- _Stored data entries_

_____

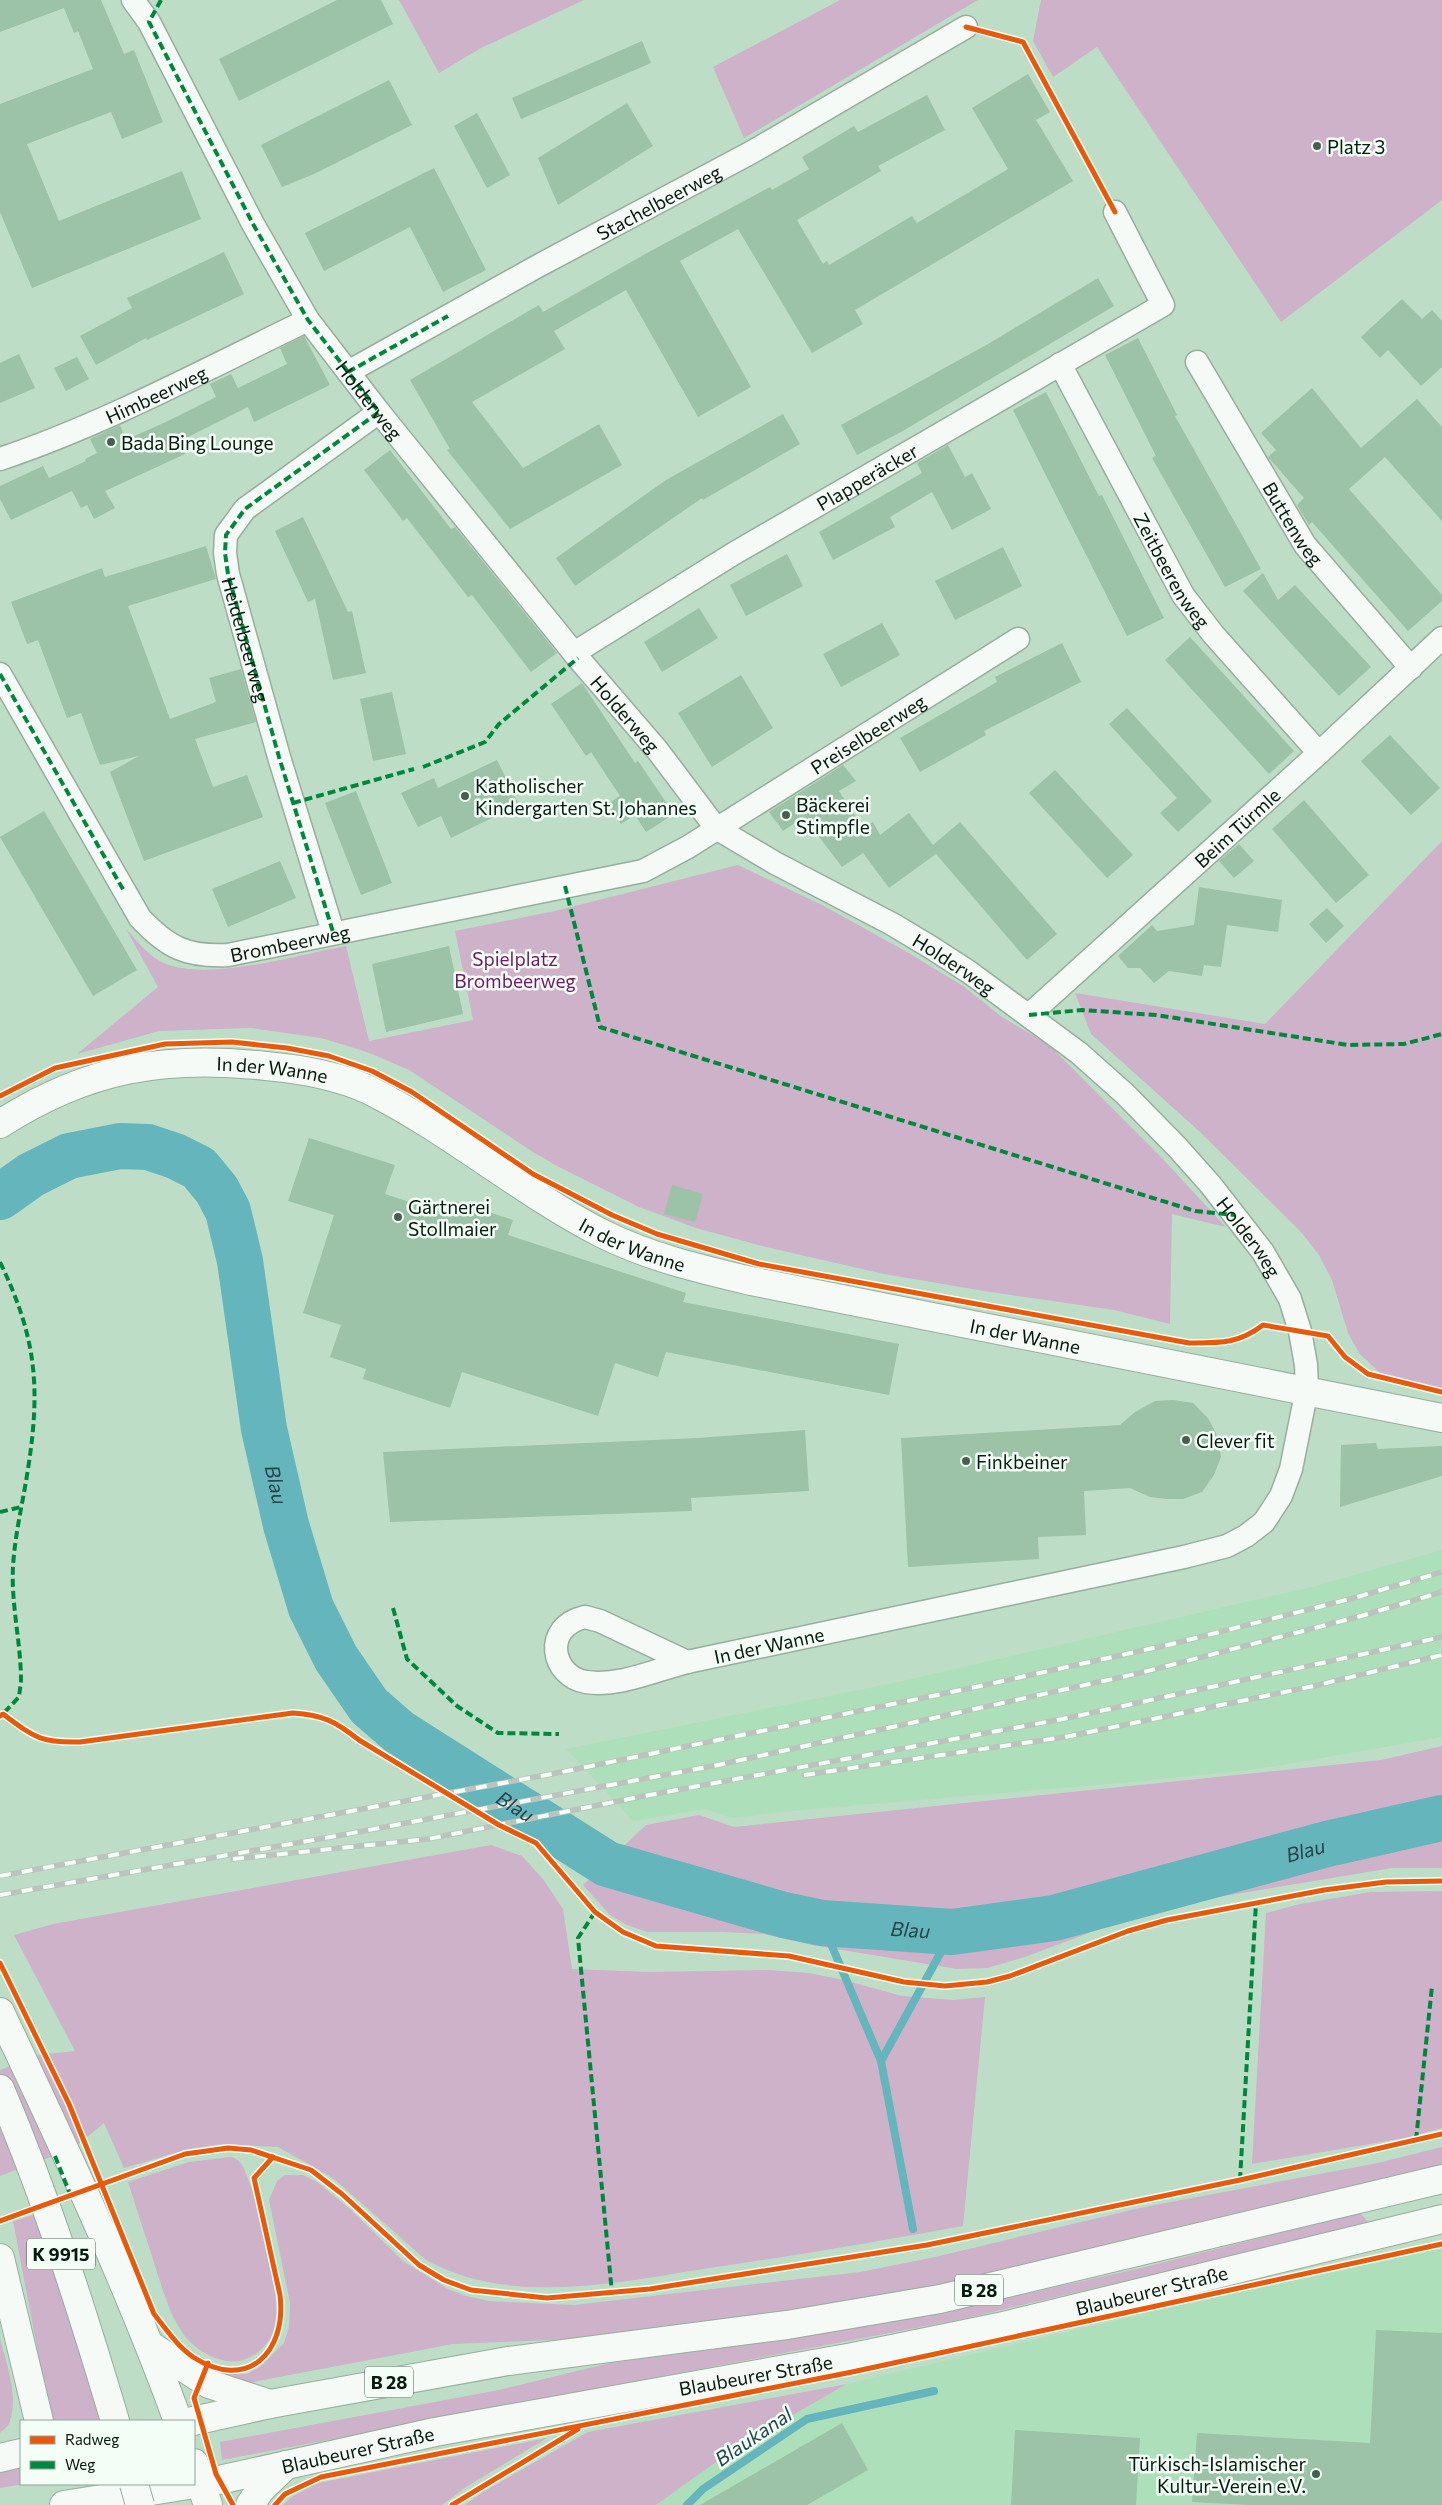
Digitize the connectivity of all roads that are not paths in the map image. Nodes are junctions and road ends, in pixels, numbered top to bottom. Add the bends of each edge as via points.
1 (133, 0) edge
2 (966, 28) dead end
3 (1115, 212) dead end
4 (308, 320) junction
5 (1197, 362) dead end
6 (1060, 364) junction
7 (348, 372) junction
8 (379, 412) junction
9 (0, 458) edge
10 (1442, 638) edge
11 (1018, 639) dead end
12 (574, 653) junction
13 (1411, 668) junction
14 (0, 674) edge
15 (1319, 753) junction
16 (716, 828) junction
17 (333, 932) junction
18 (1028, 1015) junction
19 (0, 1124) edge
20 (1307, 1389) junction
21 (1442, 1418) edge
22 (687, 1662) junction
23 (0, 2012) edge
24 (0, 2089) edge
25 (1442, 2180) edge
26 (1442, 2219) edge
27 (0, 2258) edge
28 (151, 2346) junction
29 (270, 2404) junction
30 (39, 2420) edge
31 (115, 2420) edge
32 (178, 2420) edge
33 (195, 2421) edge
34 (20, 2453) edge
35 (0, 2458) edge
36 (286, 2465) junction
37 (201, 2483) edge
38 (56, 2485) edge
39 (134, 2485) edge
40 (188, 2485) edge
41 (63, 2505) edge
42 (140, 2505) edge
43 (250, 2505) edge

1 - 4 street, Holderweg via 149,22
2 - 7 street, Stachelbeerweg via 752,152
3 - 6 street, Plapperäcker via 1163,305
4 - 7 street, Holderweg
4 - 9 street, Himbeerweg via 104,417
5 - 13 street, Buttenweg via 1305,545
6 - 12 street, Plapperäcker via 734,554
6 - 15 street, Zeitbeerenweg via 1183,595 1213,634
7 - 8 street, Holderweg
8 - 12 street, Holderweg
8 - 17 street, Heidelbeerweg via 245,509 226,535 228,574 279,757
10 - 13 street, Beim Türmle
11 - 16 street, Preiselbeerweg
12 - 16 street, Holderweg via 658,751
13 - 15 street, Beim Türmle
14 - 17 street, Brombeerweg via 140,918 158,938 182,951 204,956 228,955
15 - 18 street, Beim Türmle
16 - 17 street, Brombeerweg via 643,872
16 - 18 street, Holderweg via 892,924 969,972
18 - 20 street, Holderweg via 1079,1053 1171,1140 1263,1252 1290,1299 1300,1331
19 - 20 main road, In der Wanne via 64,1089 137,1066 214,1061 325,1075 367,1089 556,1207 604,1234 650,1254 760,1283
20 - 21 main road, In der Wanne
20 - 22 street, In der Wanne via 1291,1469 1280,1496 1264,1522 1227,1546
22 - 22 street, In der Wanne via 585,1617 565,1626 557,1638 555,1649 565,1668 583,1682 603,1684
23 - 28 main road via 48,2111
24 - 31 main road, K 9915 via 17,2129
25 - 29 main road, Blaubeurer Straße / B 28 via 940,2299 787,2325 508,2361
26 - 36 main road, Blaubeurer Straße / B 28 via 999,2327 445,2430
27 - 30 main road
28 - 29 main road via 210,2384
28 - 32 main road
29 - 33 main road, Blaubeurer Straße / B 28
34 - 35 main road
36 - 37 main road, Blaubeurer Straße / B 28
36 - 43 main road via 260,2490
38 - 41 main road
39 - 42 main road, bridge
40 - 41 main road, Blaubeurer Straße / B 28

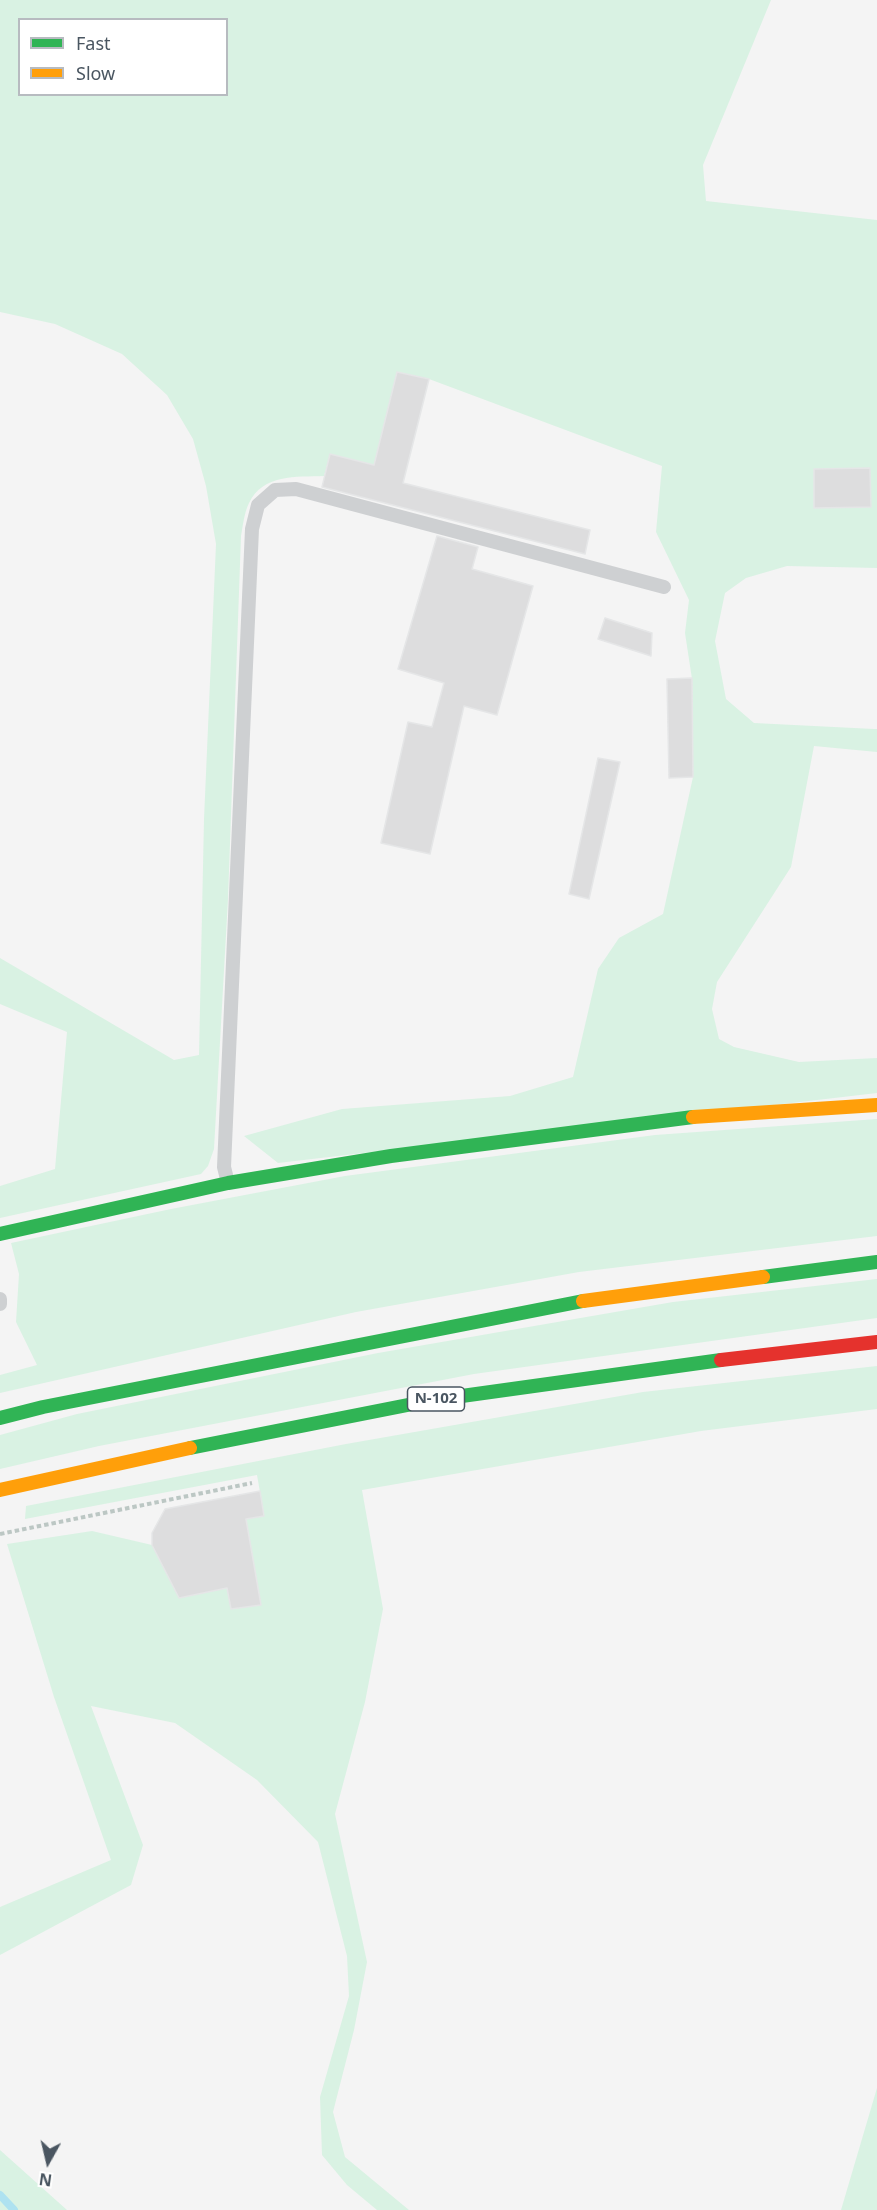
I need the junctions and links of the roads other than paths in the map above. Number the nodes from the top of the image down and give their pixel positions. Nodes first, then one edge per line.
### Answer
1 (664, 587) dead end
2 (877, 1105) edge
3 (228, 1183) junction
4 (0, 1234) edge
5 (877, 1262) edge
6 (0, 1299) edge
7 (0, 1304) edge
8 (877, 1342) edge
9 (0, 1418) edge
10 (0, 1490) edge

1 - 3 lane
2 - 3 main road
3 - 4 main road
5 - 9 main road
6 - 7 lane
8 - 10 main road, N-102

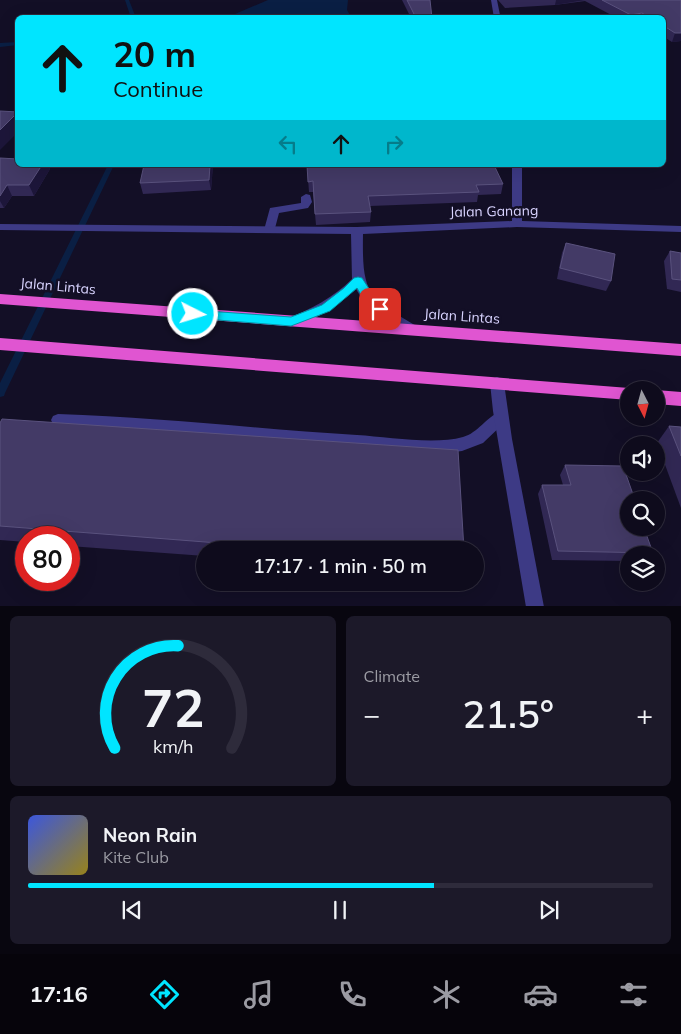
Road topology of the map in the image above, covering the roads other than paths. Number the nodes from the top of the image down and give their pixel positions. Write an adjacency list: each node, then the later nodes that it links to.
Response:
1 (494, 0): 2 (street)
2 (497, 15)
3 (517, 167): 5 (street)
4 (306, 197): 8 (street)
5 (517, 224): 7 (street, Jalan Ganang); 9 (street, Jalan Ganang)
6 (0, 227): 8 (street, Jalan Ganang)
7 (681, 229)
8 (270, 230): 9 (street, Jalan Ganang)
9 (357, 231): 10 (street)
10 (358, 280): 12 (street); 13 (street)
11 (0, 298): 12 (highway, Jalan Lintas)
12 (291, 322): 13 (highway, Jalan Lintas)
13 (413, 330): 15 (highway, Jalan Lintas)
14 (0, 344): 16 (highway)
15 (681, 350)
16 (497, 383): 17 (highway); 20 (street)
17 (620, 393)
18 (665, 398): 19 (highway)
19 (681, 399)
20 (500, 418): 21 (street); 22 (street)
21 (58, 420)
22 (535, 606)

_____

Going through the entries, return every line holding the word "highway".

11 (0, 298): 12 (highway, Jalan Lintas)
12 (291, 322): 13 (highway, Jalan Lintas)
13 (413, 330): 15 (highway, Jalan Lintas)
14 (0, 344): 16 (highway)
16 (497, 383): 17 (highway); 20 (street)
18 (665, 398): 19 (highway)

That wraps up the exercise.